Incorreta: a falta de alegação não permite rediscutir por ação autônoma após a coisa julgada.
- B)não pode ser conhecida, porque Otávio deveria ter ajuizado ação rescisória da sentença, que violou manifestamente norma jurídica.
Incorreta: a questão aqui é a ação declaratória autônoma, bloqueada pela eficácia preclusiva.
- C)não pode ser conhecida, em face da eficácia preclusiva da coisa julgada material.
Correta: a tese está preclusa pela coisa julgada material.

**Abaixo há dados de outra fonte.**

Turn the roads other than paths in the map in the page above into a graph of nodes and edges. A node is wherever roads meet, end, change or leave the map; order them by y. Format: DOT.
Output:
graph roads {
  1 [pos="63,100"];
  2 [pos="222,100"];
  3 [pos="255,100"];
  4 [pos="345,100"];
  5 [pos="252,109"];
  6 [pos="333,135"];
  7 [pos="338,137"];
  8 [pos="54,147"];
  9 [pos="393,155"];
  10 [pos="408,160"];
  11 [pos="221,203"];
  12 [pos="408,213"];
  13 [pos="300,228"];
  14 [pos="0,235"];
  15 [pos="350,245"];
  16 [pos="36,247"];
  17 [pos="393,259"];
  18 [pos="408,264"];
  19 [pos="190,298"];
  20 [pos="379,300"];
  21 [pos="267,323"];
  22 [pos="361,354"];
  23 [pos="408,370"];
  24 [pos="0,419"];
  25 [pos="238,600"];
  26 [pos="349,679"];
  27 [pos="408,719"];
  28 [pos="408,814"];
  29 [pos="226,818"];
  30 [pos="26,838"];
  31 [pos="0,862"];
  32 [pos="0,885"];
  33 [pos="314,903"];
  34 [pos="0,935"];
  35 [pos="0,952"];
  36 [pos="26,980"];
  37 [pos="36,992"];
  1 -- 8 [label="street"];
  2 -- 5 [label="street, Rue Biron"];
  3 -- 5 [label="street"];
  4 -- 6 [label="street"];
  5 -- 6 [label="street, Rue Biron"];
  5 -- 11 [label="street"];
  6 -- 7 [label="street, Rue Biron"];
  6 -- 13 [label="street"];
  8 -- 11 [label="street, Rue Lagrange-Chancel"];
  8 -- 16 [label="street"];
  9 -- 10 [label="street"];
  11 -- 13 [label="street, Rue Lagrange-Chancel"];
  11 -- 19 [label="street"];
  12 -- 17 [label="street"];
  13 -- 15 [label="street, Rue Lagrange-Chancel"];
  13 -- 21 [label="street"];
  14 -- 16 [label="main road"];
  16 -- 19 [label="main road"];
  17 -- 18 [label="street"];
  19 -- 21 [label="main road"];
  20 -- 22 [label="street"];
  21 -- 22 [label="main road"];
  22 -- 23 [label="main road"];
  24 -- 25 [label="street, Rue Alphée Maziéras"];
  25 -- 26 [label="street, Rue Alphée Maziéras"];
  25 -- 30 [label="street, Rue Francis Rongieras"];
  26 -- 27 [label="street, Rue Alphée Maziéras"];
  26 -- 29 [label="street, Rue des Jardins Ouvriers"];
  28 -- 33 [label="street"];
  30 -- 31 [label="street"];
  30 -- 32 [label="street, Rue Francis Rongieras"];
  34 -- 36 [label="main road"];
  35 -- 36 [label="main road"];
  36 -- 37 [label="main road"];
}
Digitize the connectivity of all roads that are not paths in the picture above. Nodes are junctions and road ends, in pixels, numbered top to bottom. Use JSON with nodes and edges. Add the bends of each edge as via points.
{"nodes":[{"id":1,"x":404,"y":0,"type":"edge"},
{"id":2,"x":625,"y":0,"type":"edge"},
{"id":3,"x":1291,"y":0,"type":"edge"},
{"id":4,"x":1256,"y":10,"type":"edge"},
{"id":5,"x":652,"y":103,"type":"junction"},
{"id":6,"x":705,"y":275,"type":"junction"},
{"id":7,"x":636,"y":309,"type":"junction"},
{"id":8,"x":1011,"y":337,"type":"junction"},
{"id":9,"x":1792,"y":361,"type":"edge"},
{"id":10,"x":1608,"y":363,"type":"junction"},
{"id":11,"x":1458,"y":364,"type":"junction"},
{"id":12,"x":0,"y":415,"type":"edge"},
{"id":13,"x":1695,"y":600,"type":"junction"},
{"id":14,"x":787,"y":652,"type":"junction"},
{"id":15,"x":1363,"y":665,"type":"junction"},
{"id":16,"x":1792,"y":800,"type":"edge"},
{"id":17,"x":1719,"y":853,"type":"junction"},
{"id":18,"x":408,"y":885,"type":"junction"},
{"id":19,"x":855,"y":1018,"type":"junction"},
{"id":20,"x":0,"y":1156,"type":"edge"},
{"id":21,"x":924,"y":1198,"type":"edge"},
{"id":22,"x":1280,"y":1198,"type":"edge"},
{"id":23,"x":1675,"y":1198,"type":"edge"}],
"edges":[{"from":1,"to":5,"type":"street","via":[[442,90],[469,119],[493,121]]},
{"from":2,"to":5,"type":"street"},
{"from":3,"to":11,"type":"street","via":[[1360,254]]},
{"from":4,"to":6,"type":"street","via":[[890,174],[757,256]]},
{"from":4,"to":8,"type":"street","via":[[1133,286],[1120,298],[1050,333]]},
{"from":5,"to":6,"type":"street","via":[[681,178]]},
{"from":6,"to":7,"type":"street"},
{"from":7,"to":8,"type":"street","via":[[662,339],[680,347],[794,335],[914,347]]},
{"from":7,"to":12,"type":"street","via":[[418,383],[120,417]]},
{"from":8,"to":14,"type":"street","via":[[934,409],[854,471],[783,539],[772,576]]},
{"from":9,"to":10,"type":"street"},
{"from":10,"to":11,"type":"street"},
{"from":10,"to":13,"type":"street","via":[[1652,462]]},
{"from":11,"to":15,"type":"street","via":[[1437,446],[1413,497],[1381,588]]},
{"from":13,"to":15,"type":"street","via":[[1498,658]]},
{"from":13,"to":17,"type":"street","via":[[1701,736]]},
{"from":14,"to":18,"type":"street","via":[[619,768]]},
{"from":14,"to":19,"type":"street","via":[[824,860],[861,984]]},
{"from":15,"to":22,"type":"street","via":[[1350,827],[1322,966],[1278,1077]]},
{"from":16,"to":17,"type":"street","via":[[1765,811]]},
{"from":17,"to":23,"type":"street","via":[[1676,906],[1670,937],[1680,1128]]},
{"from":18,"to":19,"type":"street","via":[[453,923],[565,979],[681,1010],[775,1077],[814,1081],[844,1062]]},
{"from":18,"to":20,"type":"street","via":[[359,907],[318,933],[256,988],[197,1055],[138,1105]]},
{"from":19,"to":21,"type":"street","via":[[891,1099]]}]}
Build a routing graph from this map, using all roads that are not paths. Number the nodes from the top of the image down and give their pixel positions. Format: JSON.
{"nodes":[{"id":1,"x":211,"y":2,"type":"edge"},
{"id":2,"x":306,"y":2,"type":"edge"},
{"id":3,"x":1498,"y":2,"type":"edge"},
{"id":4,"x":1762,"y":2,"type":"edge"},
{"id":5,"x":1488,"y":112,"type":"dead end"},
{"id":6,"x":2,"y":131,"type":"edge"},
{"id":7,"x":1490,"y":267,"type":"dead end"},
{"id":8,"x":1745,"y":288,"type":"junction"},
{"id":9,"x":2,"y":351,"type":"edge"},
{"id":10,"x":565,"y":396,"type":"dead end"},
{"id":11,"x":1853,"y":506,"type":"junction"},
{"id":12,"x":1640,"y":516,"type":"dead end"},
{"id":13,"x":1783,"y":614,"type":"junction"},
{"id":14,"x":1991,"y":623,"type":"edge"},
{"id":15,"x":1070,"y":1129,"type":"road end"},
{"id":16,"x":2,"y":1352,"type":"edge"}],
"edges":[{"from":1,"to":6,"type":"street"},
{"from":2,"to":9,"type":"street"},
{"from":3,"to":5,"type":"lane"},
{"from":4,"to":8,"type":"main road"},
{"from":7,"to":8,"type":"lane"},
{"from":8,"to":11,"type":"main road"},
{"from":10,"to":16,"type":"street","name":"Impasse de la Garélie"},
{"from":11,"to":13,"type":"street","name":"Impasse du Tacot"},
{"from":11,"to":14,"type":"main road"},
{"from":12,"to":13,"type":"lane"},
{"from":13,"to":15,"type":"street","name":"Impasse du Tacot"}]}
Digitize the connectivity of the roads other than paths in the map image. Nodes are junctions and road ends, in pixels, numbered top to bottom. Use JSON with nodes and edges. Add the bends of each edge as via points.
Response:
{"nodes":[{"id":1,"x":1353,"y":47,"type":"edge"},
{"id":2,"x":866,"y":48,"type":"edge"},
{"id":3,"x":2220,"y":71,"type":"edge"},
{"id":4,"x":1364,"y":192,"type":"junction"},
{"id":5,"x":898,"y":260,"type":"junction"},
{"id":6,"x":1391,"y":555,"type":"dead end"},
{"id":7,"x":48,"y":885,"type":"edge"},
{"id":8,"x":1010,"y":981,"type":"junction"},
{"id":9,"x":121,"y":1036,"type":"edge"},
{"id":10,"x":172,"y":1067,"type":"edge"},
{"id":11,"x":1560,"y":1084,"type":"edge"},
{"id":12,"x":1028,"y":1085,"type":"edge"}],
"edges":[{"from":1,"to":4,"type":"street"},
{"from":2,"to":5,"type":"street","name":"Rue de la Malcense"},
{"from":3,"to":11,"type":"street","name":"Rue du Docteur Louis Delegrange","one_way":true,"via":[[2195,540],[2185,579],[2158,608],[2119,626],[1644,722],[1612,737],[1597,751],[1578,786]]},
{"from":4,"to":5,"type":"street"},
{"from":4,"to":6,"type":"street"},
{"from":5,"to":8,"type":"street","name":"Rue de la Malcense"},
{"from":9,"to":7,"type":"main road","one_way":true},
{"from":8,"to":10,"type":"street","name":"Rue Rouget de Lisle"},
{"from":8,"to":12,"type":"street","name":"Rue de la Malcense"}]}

- D)pode ser conhecida, seja por meio de ação de conhecimento autônoma, seja por meio de ação rescisória, porquanto se trata de matéria de ordem pública.
Incorreta: matéria de ordem pública também se submete à coisa julgada após o trânsito.
Gabarito: C
A eficácia preclusiva da coisa julgada cobre alegações e defesas que poderiam ter sido deduzidas na ação anterior. Após o trânsito em julgado da cobrança, o réu não pode ajuizar ação declaratória autônoma para discutir prescrição não alegada.